Related article in the same issue: ‘Integrated palliative care is about professional networking rather than standardisation of care: A qualitative study with healthcare professionals in 19 integrated palliative care initiatives in five European countries’
Palliative Medicine, 2018;32(2):312-313. Entry to a care home often occurs when other services are no longer appropriate. The older person is unlikely to benefit from curative treatments, and their needs have exceeded what can be provided within their home. It also signals someone is in the last year(s) of life. There are growing programmes of research work that articulate well the palliative care (PC) needs of residents and tested and developed education and training interventions that are context-specific and dementia-sensitive.
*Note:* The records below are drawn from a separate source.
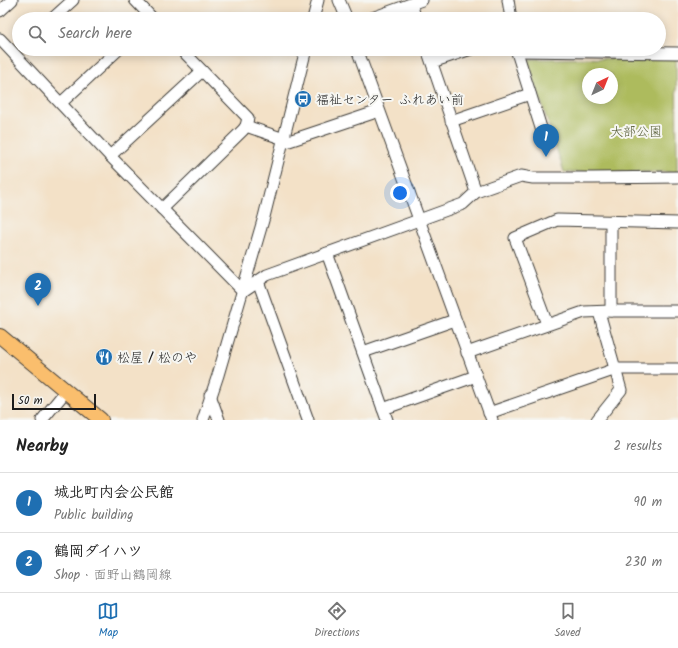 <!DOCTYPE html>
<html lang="en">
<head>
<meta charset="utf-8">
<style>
	:root { --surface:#fff; --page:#f6f6f6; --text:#222; --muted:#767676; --line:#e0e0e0; --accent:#1f6fb2 }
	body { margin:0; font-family:Kalam,"Klee One",sans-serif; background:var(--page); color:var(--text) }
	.compass { position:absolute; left:582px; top:68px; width:36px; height:36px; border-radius:50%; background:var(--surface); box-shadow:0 2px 10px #0003; rotate:43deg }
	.scale { position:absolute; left:12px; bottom:10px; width:84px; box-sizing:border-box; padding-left:4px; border:2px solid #1c1c1c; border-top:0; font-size:11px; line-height:14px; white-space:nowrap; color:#1c1c1c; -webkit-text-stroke:3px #f6f6f2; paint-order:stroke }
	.you { position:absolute; left:400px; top:193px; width:14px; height:14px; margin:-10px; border:3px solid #fff; border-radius:50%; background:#1a73e8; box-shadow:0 0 0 6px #1a73e833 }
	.badge { display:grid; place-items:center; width:26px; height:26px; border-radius:50%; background:var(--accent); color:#fff; font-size:13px; font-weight:700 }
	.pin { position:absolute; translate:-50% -33px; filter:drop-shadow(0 1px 2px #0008) }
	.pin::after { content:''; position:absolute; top:21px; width:14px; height:12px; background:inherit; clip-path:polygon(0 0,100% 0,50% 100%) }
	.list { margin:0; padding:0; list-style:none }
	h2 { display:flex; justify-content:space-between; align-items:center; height:52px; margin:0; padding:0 16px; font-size:17px }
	h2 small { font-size:13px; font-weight:400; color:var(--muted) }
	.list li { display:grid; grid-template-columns:26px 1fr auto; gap:12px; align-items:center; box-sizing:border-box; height:60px; padding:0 16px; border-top:1px solid var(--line) }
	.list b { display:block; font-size:15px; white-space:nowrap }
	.list p { margin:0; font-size:13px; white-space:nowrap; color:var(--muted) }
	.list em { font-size:13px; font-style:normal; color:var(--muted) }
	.icon { flex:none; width:22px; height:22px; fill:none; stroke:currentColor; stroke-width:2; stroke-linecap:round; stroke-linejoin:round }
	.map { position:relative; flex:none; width:678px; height:420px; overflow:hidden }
	.search { position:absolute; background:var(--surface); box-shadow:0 2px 10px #0003; left:12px; right:12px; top:12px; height:44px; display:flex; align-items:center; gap:10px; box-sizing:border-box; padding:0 14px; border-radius:22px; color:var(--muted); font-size:15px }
	.sheet { height:172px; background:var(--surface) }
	nav { display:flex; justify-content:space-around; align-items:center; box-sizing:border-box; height:56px; border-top:1px solid var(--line); background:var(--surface); font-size:11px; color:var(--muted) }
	nav a { display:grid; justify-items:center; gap:2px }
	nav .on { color:var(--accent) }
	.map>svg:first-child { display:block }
	.green { fill:#adbb5d; stroke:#646c3c; fill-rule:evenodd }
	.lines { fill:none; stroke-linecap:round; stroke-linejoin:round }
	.minor-casing { stroke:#3c3a36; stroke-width:13 }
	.major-casing { stroke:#3c3a36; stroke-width:16 }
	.minor { stroke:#fff; stroke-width:11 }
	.major { stroke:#fabe6d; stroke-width:14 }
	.labels { text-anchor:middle; stroke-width:4; stroke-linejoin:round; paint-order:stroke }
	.poi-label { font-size:13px; fill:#1c1c1c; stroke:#f6f6f2; text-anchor:start }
	.park-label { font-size:13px; fill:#565c36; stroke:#f6f6f2 }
</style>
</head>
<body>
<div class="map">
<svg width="678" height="420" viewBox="0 0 678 420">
	<rect width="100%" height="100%" fill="#f6f6f2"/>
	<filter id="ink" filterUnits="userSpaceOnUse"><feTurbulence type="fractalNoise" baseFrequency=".025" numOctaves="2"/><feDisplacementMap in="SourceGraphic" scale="8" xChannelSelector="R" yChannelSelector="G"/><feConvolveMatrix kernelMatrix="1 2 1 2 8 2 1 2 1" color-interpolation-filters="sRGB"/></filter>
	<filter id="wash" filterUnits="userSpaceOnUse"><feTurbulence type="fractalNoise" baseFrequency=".012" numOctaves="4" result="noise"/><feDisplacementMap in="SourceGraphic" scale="16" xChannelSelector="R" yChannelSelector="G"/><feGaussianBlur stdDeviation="0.9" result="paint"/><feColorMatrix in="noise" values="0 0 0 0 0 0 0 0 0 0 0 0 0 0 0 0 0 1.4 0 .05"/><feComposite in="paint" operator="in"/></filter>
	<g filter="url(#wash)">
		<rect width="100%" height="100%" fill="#f3e1c7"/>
		<!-- green -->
		<path class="green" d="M 676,58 L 677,172 L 564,172 L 528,61 L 532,59 ZM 588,74 L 612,74 L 612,98 L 588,98 Z"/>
	</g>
	<g filter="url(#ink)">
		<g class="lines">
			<!-- minor casing -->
			<g class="minor-casing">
				<g id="minor">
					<polyline points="135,0 153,19"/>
					<polyline points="339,0 347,19"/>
					<polyline points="508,0 511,19"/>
					<polyline points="411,4 416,19"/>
					<polyline points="0,11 12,0"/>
					<polyline points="52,19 73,0"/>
					<polyline points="313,19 318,0"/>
					<polyline points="369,19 422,0"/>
					<polyline points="0,39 110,156 243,291"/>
					<polyline points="357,49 492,420"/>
					<polyline points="427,49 476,192"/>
					<polyline points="516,49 542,131"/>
					<polyline points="517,51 678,53"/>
					<polyline points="432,62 471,49"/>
					<polyline points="61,103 119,49"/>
					<polyline points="451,121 530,94"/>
					<polyline points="246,126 284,139"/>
					<polyline points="283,143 379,111"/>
					<polyline points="110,156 202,71"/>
					<polyline points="162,209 243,130 246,126 248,118 181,49"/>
					<polyline points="327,253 387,420"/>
					<polyline points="258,281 308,420"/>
					<polyline points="243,291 267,275 463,204 476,192 521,176 533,178 593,178 678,177"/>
					<polyline points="611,311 611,221"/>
					<polyline points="547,324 515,238 557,220 678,223"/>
					<polyline points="363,352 455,320"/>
					<polyline points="467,353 584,312 611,311 678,311"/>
					<polyline points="210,395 219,420"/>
					<polyline points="383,409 476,376"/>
					<polyline points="489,413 616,369 678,369"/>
					<polyline points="42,420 66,391"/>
					<polyline points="203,420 218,375 264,217 306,49"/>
					<polyline points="597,420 621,390 599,312"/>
				</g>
			</g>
			<!-- major casing -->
			<g class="major-casing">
				<polyline id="major" points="0,336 101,420"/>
			</g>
			<!-- minor -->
			<use href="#minor" class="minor"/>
			<!-- major -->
			<use href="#major" class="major"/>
		</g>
	</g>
	<!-- icons -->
	<defs>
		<g id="bus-disc" transform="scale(0.9)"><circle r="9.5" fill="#1f6fb2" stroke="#f6f6f2"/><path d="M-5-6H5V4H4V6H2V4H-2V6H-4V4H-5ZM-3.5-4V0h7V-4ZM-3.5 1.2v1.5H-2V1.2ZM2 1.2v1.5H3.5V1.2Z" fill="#fff"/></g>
		<g id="restaurant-disc" transform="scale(0.9)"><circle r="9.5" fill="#1f6fb2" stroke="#f6f6f2"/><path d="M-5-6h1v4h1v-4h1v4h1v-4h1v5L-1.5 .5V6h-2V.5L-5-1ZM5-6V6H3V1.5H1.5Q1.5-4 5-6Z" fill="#fff"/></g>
	</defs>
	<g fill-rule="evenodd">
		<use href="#bus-disc" x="303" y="99"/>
		<use href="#restaurant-disc" x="104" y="357"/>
	</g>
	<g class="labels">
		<!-- poi labels -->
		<g class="poi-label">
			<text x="316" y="104">福祉センター ふれあい前</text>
			<text x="117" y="362">松屋 / 松のや</text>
		</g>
		<!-- park labels -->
		<g class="park-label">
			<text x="636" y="136">大部公園</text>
		</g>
	</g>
</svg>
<svg class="compass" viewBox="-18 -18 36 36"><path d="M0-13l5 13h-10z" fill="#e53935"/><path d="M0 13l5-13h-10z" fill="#767676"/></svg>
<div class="scale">50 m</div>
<div class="you"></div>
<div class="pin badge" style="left:546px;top:157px">1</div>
<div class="pin badge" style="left:38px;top:306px">2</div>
<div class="search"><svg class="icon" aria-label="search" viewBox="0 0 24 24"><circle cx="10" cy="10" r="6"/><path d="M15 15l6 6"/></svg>Search here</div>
</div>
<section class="sheet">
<h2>Nearby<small>2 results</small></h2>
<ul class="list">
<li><span class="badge">1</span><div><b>城北町内会公民館</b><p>Public building</p></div><em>90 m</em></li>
<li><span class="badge">2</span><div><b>鶴岡ダイハツ</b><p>Shop · 面野山鶴岡線</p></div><em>230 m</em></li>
</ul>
</section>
<nav>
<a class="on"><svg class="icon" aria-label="map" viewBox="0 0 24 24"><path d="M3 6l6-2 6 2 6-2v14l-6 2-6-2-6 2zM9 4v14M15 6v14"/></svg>Map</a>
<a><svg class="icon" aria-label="directions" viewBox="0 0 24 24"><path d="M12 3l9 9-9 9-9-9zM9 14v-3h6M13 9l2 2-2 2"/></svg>Directions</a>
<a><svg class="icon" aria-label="saved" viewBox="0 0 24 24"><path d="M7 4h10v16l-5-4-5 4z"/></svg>Saved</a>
</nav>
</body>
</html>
Less well articulated is how the different configurations of services that work with and around care homes improve, sustain or hinder end-of-life care (EoLC) provision to care home residents. What kind of infrastructure and “wraparound” support is needed to ensure continuity, consistency and management of the inevitable uncertainties that arise when providing PC to this population? Care homes as standalone organisations often nurture relationships over time with visiting PC generalists and specialists including doctors, nurses, therapists and social workers. The quality of these associations however are highly variable and range from episodic, reactive resident specific encounters to those that have the capacity to discuss and jointly plan EoLC services. Evidence suggests interventions that facilitate integrated working, that breakdown narratives of “them and us” can reduce duplication of effort, improve use of urgent and emergency services and foster reciprocal working.